A Voyage to Arcturus by David Lindsay -- this is one of the great famous works of outsider art in the SFF field, a planetary romance from the 1920s by someone who was never before or again heard from. I've heard about it for years, and now I can read it if I feel like.

The Names of the Dead, an early novel by Stewart O'Nan, whose work I am reading very, very slowly.

Son of Gun in Cheek, the second of two books collecting examples of "differently good" mystery writing and edited by Bill Pronzini. As I recall, this and Gun in Cheek are screamingly funny in spot, so I want to read them again someday.

Don't Get Too Comfortable by David Rakoff -- a slim nonfictional look at the consumer goods of the very, very rich.

And Bejing Doll by Chun Sue -- one of those thinly-veiled autobio novels about growing up rough and angry and rock-and-roll, this time from China. (Where it was banned, naturally.) I should read more books in translation, I should read more books by women, I should read more books by people younger than myself -- I feel virtuous just thinking about reading this.

Comics!

A couple of these at the end are ringers -- I got them from that hegemonic online bookseller -- but most of these are books I found at that same Downtown location of the Book Barn in Niantic:

The Collected Sequential by Paul Hornschmeier -- as I understand it, these are his earliest comics, collected from the minicomics series of the same name.

Big City: The Complete Oblivion City Saga by Andy Garcia -- one of my favorite obscure '90s comics, in a collection I didn't think I'd ever find again after I lost my first copy in the flood.

Hearts of Gold by Milt Gross -- a wordless graphic novel from 1930; it's a hoot and a half. (I reviewed it under an alternate title, He Done Her Wrong, a few years back.)

The Best American Comics 2006 edited by Harvey Pekar -- I kind-of want to collect this whole series, since I've already read most of them, and there aren't that many yet.

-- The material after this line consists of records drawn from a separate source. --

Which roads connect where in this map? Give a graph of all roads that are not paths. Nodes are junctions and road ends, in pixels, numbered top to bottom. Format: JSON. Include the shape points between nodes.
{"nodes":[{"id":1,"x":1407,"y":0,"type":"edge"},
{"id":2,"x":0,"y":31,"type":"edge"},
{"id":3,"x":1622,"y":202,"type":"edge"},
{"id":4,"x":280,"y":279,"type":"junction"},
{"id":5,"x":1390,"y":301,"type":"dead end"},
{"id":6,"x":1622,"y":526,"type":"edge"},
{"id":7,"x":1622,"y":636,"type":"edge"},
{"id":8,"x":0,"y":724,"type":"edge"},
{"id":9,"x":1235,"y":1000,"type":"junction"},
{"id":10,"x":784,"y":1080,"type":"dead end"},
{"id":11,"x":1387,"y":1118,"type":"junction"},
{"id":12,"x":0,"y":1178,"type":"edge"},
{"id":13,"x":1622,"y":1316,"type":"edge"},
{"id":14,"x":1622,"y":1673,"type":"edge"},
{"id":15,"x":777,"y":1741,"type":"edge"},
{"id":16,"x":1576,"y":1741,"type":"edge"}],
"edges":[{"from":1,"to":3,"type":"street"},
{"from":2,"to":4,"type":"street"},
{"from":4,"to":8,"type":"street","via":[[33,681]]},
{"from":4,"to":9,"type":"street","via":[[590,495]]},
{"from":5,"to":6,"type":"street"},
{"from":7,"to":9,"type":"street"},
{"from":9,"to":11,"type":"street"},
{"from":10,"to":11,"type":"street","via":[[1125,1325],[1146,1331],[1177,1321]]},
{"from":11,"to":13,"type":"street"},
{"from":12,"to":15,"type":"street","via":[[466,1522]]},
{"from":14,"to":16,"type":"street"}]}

So I'll buy missing ones when I find them cheap.

Cypher by Brad Teare -- I've never heard of this or seen it before; it's a 1997 book from Gibbs, Smith in a scratchboard-looking style that's a bit like Eric Drooker.

Bigg Time by Ty Templeton -- a standalone graphic novel by a creator I've liked since way back to Stigg's Inferno, and who I wish was able to spend more time on non-licensed books like this. Buying a used copy doesn't help him, of course.

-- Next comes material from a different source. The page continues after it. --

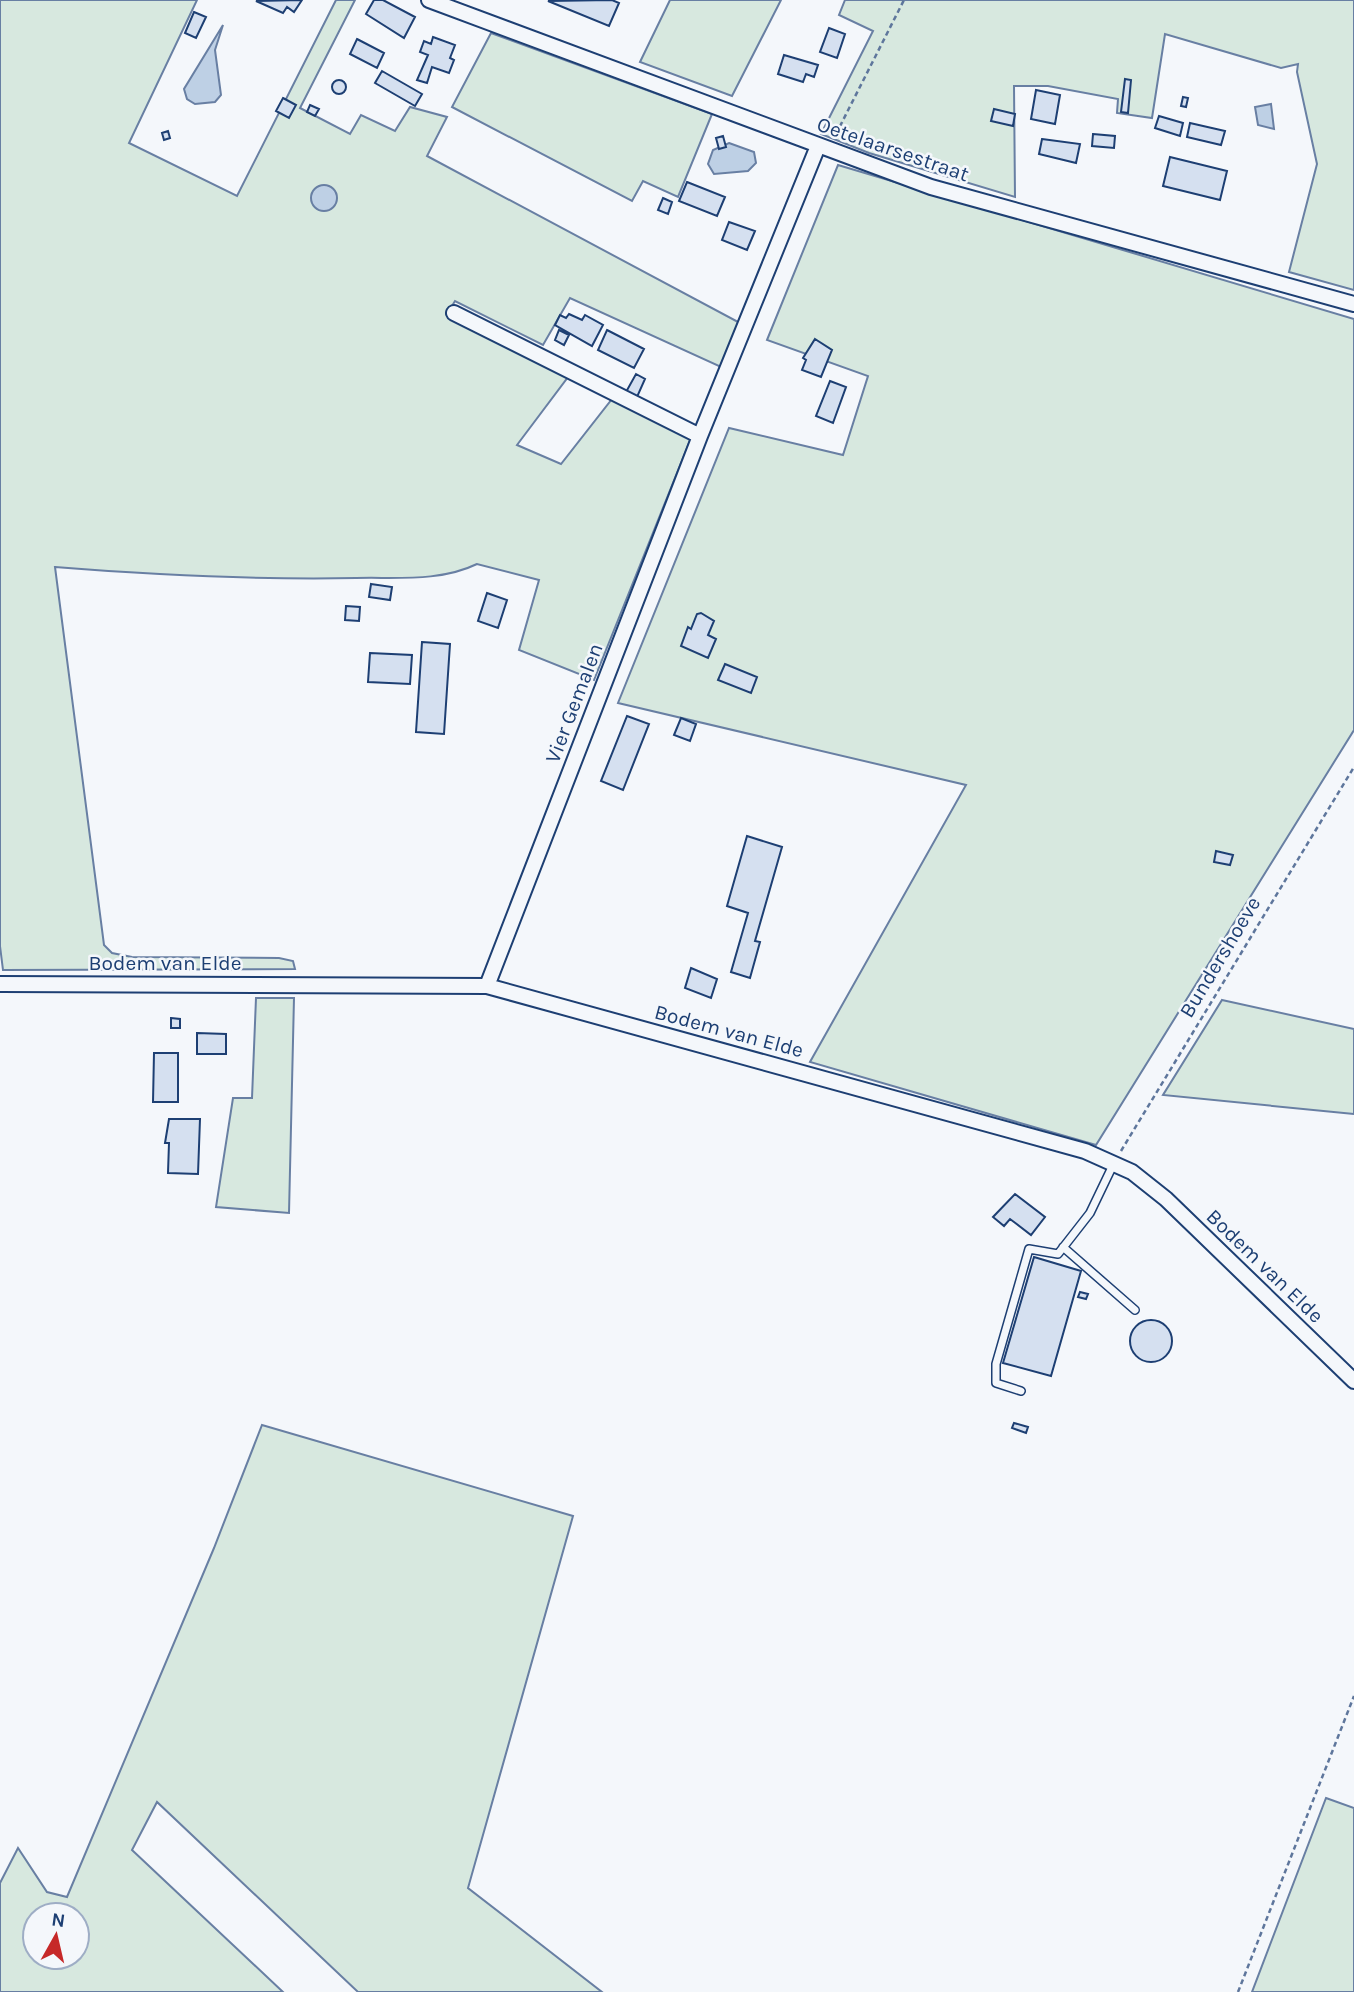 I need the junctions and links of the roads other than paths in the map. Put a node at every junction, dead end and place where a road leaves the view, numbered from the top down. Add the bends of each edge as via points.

Omnibooth by George Booth -- one of the things I can dependably find in used-book stores is collections of old single-panel cartoons, usually of the New Yorker school. This is one such, a 1984 collection of the best smirking dogs and grumpy old ladies of Booth.

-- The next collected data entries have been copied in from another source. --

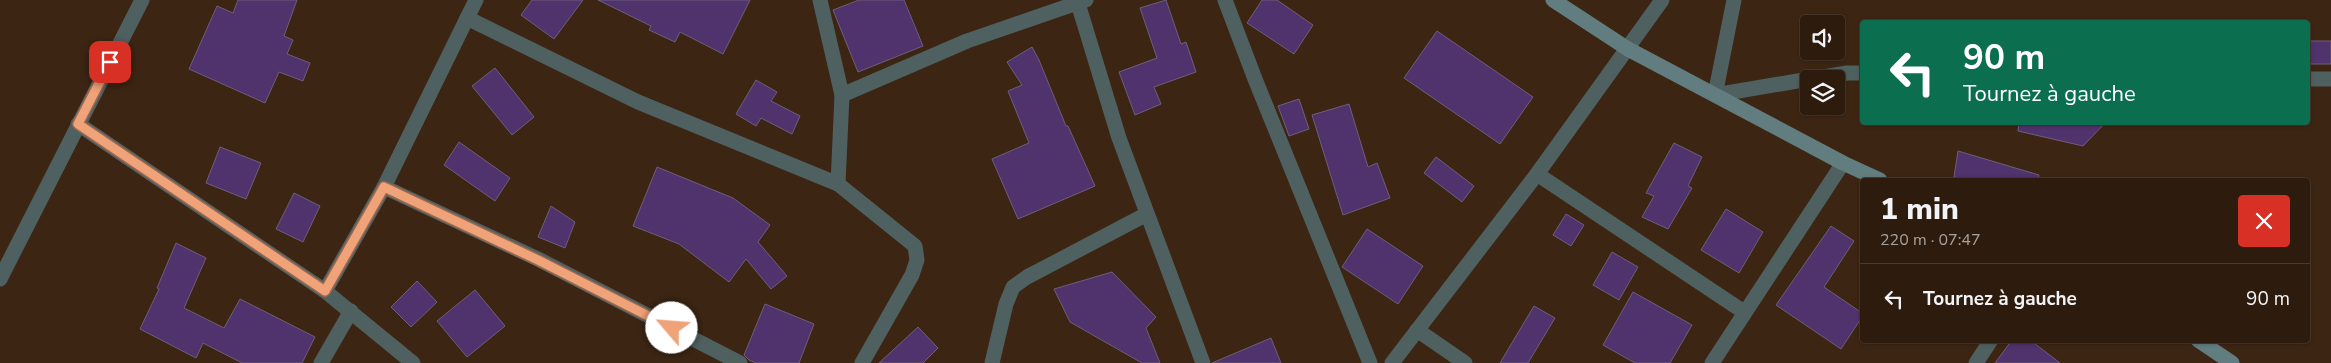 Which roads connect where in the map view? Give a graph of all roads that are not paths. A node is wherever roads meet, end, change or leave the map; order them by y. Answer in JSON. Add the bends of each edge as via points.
{"nodes":[{"id":1,"x":142,"y":0,"type":"edge"},
{"id":2,"x":476,"y":0,"type":"edge"},
{"id":3,"x":820,"y":0,"type":"edge"},
{"id":4,"x":1225,"y":0,"type":"edge"},
{"id":5,"x":1553,"y":0,"type":"edge"},
{"id":6,"x":1662,"y":0,"type":"edge"},
{"id":7,"x":1734,"y":0,"type":"edge"},
{"id":8,"x":1080,"y":1,"type":"edge"},
{"id":9,"x":467,"y":18,"type":"junction"},
{"id":10,"x":1628,"y":49,"type":"junction"},
{"id":11,"x":1845,"y":73,"type":"edge"},
{"id":12,"x":1860,"y":73,"type":"edge"},
{"id":13,"x":2310,"y":79,"type":"edge"},
{"id":14,"x":2331,"y":79,"type":"edge"},
{"id":15,"x":1800,"y":81,"type":"edge"},
{"id":16,"x":842,"y":95,"type":"junction"},
{"id":17,"x":1715,"y":95,"type":"junction"},
{"id":18,"x":78,"y":124,"type":"junction"},
{"id":19,"x":1843,"y":163,"type":"junction"},
{"id":20,"x":1538,"y":174,"type":"junction"},
{"id":21,"x":1876,"y":178,"type":"edge"},
{"id":22,"x":838,"y":184,"type":"junction"},
{"id":23,"x":384,"y":187,"type":"junction"},
{"id":24,"x":1146,"y":214,"type":"junction"},
{"id":25,"x":0,"y":279,"type":"edge"},
{"id":26,"x":325,"y":291,"type":"junction"},
{"id":27,"x":351,"y":311,"type":"junction"},
{"id":28,"x":1744,"y":312,"type":"junction"},
{"id":29,"x":1417,"y":330,"type":"junction"},
{"id":30,"x":1989,"y":343,"type":"edge"},
{"id":31,"x":2202,"y":343,"type":"edge"},
{"id":32,"x":321,"y":363,"type":"edge"},
{"id":33,"x":413,"y":363,"type":"edge"},
{"id":34,"x":740,"y":363,"type":"edge"},
{"id":35,"x":862,"y":363,"type":"edge"},
{"id":36,"x":992,"y":363,"type":"edge"},
{"id":37,"x":1203,"y":363,"type":"edge"},
{"id":38,"x":1370,"y":363,"type":"edge"},
{"id":39,"x":1392,"y":363,"type":"edge"},
{"id":40,"x":1465,"y":363,"type":"edge"},
{"id":41,"x":1712,"y":363,"type":"edge"},
{"id":42,"x":1976,"y":363,"type":"edge"},
{"id":43,"x":2232,"y":363,"type":"edge"}],
"edges":[{"from":1,"to":18,"type":"street"},
{"from":2,"to":9,"type":"street"},
{"from":3,"to":16,"type":"street"},
{"from":4,"to":38,"type":"street"},
{"from":5,"to":10,"type":"main road"},
{"from":6,"to":10,"type":"street"},
{"from":7,"to":17,"type":"street"},
{"from":8,"to":16,"type":"street","via":[[967,41]]},
{"from":8,"to":24,"type":"street","via":[[1119,138]]},
{"from":9,"to":22,"type":"street","via":[[638,102]]},
{"from":9,"to":23,"type":"street"},
{"from":10,"to":17,"type":"main road"},
{"from":10,"to":20,"type":"street"},
{"from":11,"to":12,"type":"street"},
{"from":13,"to":14,"type":"street"},
{"from":15,"to":17,"type":"street"},
{"from":16,"to":22,"type":"street"},
{"from":17,"to":19,"type":"main road"},
{"from":18,"to":25,"type":"street"},
{"from":18,"to":26,"type":"street"},
{"from":19,"to":21,"type":"main road"},
{"from":19,"to":28,"type":"street"},
{"from":20,"to":28,"type":"street"},
{"from":20,"to":29,"type":"street"},
{"from":22,"to":35,"type":"street","via":[[915,246],[917,260],[912,275]]},
{"from":23,"to":26,"type":"street"},
{"from":23,"to":34,"type":"street","via":[[538,260]]},
{"from":24,"to":36,"type":"street","via":[[1013,287]]},
{"from":24,"to":37,"type":"street"},
{"from":26,"to":27,"type":"street"},
{"from":27,"to":32,"type":"street"},
{"from":27,"to":33,"type":"street"},
{"from":28,"to":41,"type":"street"},
{"from":29,"to":39,"type":"street"},
{"from":29,"to":40,"type":"street"},
{"from":30,"to":42,"type":"street"},
{"from":31,"to":43,"type":"main road"}]}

The World of George Price -- and this is much the same kind of thing, from a different cartoonist named George. This one, though, is in hardcover and has a foreword by Alistair Cooke (!)

And last are two books by Mike Mignola: the Hellboy Library Editions, volumes 1 and 4. They're replacements for paperbacks I lost in the flood: it's nice to be able to upgrade, since I know these fancy hardcovers would have been enticing me even if I still had the old paperbacks.

No individual links this time around; this post has already stolen too much of my Saturday as it is. If you have a burning need to buy a used book immediately, you can click this link and give me a kickback or go to ABEbooks.com (which I recommend in most cases), which has the slight flaw of not giving me a kickback.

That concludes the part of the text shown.